*Requirement*
Transcribe all the entries that follow, leaving nothing out.

*Records for processing*
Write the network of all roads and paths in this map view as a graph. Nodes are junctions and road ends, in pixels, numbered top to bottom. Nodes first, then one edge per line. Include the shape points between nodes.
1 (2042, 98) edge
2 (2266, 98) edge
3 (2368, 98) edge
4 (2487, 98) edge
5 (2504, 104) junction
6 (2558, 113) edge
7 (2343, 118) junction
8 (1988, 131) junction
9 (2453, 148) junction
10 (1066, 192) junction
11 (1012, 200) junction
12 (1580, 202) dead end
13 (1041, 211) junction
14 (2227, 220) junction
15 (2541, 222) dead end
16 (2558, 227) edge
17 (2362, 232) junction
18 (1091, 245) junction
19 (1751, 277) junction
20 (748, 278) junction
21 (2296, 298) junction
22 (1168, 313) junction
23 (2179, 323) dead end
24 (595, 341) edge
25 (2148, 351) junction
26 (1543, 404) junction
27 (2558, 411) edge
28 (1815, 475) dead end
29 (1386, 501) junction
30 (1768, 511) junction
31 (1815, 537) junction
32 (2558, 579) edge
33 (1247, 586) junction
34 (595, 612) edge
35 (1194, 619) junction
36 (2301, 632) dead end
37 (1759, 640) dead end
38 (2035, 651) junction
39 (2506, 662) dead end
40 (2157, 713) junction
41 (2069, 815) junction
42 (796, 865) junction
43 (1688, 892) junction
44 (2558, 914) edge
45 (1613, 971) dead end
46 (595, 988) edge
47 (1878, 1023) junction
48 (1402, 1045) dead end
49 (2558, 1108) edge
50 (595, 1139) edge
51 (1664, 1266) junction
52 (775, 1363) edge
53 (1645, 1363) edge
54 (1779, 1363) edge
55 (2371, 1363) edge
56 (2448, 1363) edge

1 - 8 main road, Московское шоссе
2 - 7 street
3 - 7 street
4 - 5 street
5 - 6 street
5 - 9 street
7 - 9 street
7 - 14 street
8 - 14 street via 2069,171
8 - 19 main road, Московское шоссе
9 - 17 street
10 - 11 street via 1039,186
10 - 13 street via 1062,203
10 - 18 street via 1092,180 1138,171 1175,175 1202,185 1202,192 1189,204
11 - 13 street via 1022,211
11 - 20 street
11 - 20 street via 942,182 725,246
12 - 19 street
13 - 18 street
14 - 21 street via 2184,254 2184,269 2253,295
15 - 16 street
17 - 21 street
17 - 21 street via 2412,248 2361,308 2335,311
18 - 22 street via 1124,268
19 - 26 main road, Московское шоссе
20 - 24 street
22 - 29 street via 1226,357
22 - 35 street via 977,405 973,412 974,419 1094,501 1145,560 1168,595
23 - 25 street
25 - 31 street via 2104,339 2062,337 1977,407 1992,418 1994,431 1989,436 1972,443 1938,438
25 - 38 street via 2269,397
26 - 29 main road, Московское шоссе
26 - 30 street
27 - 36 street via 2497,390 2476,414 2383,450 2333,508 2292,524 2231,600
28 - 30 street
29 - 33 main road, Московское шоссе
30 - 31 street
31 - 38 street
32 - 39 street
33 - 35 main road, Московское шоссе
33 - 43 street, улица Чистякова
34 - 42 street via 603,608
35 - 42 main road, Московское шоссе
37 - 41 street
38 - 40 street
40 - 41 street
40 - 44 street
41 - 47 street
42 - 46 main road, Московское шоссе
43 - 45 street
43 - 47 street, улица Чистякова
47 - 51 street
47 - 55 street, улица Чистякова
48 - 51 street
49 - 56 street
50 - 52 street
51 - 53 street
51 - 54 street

*Exercise output*
Write the network of all roads and paths in this map view as a graph. Nodes are junctions and road ends, in pixels, numbered top to bottom. Nodes first, then one edge per line. Include the shape points between nodes.
1 (2042, 98) edge
2 (2266, 98) edge
3 (2368, 98) edge
4 (2487, 98) edge
5 (2504, 104) junction
6 (2558, 113) edge
7 (2343, 118) junction
8 (1988, 131) junction
9 (2453, 148) junction
10 (1066, 192) junction
11 (1012, 200) junction
12 (1580, 202) dead end
13 (1041, 211) junction
14 (2227, 220) junction
15 (2541, 222) dead end
16 (2558, 227) edge
17 (2362, 232) junction
18 (1091, 245) junction
19 (1751, 277) junction
20 (748, 278) junction
21 (2296, 298) junction
22 (1168, 313) junction
23 (2179, 323) dead end
24 (595, 341) edge
25 (2148, 351) junction
26 (1543, 404) junction
27 (2558, 411) edge
28 (1815, 475) dead end
29 (1386, 501) junction
30 (1768, 511) junction
31 (1815, 537) junction
32 (2558, 579) edge
33 (1247, 586) junction
34 (595, 612) edge
35 (1194, 619) junction
36 (2301, 632) dead end
37 (1759, 640) dead end
38 (2035, 651) junction
39 (2506, 662) dead end
40 (2157, 713) junction
41 (2069, 815) junction
42 (796, 865) junction
43 (1688, 892) junction
44 (2558, 914) edge
45 (1613, 971) dead end
46 (595, 988) edge
47 (1878, 1023) junction
48 (1402, 1045) dead end
49 (2558, 1108) edge
50 (595, 1139) edge
51 (1664, 1266) junction
52 (775, 1363) edge
53 (1645, 1363) edge
54 (1779, 1363) edge
55 (2371, 1363) edge
56 (2448, 1363) edge

1 - 8 main road, Московское шоссе
2 - 7 street
3 - 7 street
4 - 5 street
5 - 6 street
5 - 9 street
7 - 9 street
7 - 14 street
8 - 14 street via 2069,171
8 - 19 main road, Московское шоссе
9 - 17 street
10 - 11 street via 1039,186
10 - 13 street via 1062,203
10 - 18 street via 1092,180 1138,171 1175,175 1202,185 1202,192 1189,204
11 - 13 street via 1022,211
11 - 20 street
11 - 20 street via 942,182 725,246
12 - 19 street
13 - 18 street
14 - 21 street via 2184,254 2184,269 2253,295
15 - 16 street
17 - 21 street
17 - 21 street via 2412,248 2361,308 2335,311
18 - 22 street via 1124,268
19 - 26 main road, Московское шоссе
20 - 24 street
22 - 29 street via 1226,357
22 - 35 street via 977,405 973,412 974,419 1094,501 1145,560 1168,595
23 - 25 street
25 - 31 street via 2104,339 2062,337 1977,407 1992,418 1994,431 1989,436 1972,443 1938,438
25 - 38 street via 2269,397
26 - 29 main road, Московское шоссе
26 - 30 street
27 - 36 street via 2497,390 2476,414 2383,450 2333,508 2292,524 2231,600
28 - 30 street
29 - 33 main road, Московское шоссе
30 - 31 street
31 - 38 street
32 - 39 street
33 - 35 main road, Московское шоссе
33 - 43 street, улица Чистякова
34 - 42 street via 603,608
35 - 42 main road, Московское шоссе
37 - 41 street
38 - 40 street
40 - 41 street
40 - 44 street
41 - 47 street
42 - 46 main road, Московское шоссе
43 - 45 street
43 - 47 street, улица Чистякова
47 - 51 street
47 - 55 street, улица Чистякова
48 - 51 street
49 - 56 street
50 - 52 street
51 - 53 street
51 - 54 street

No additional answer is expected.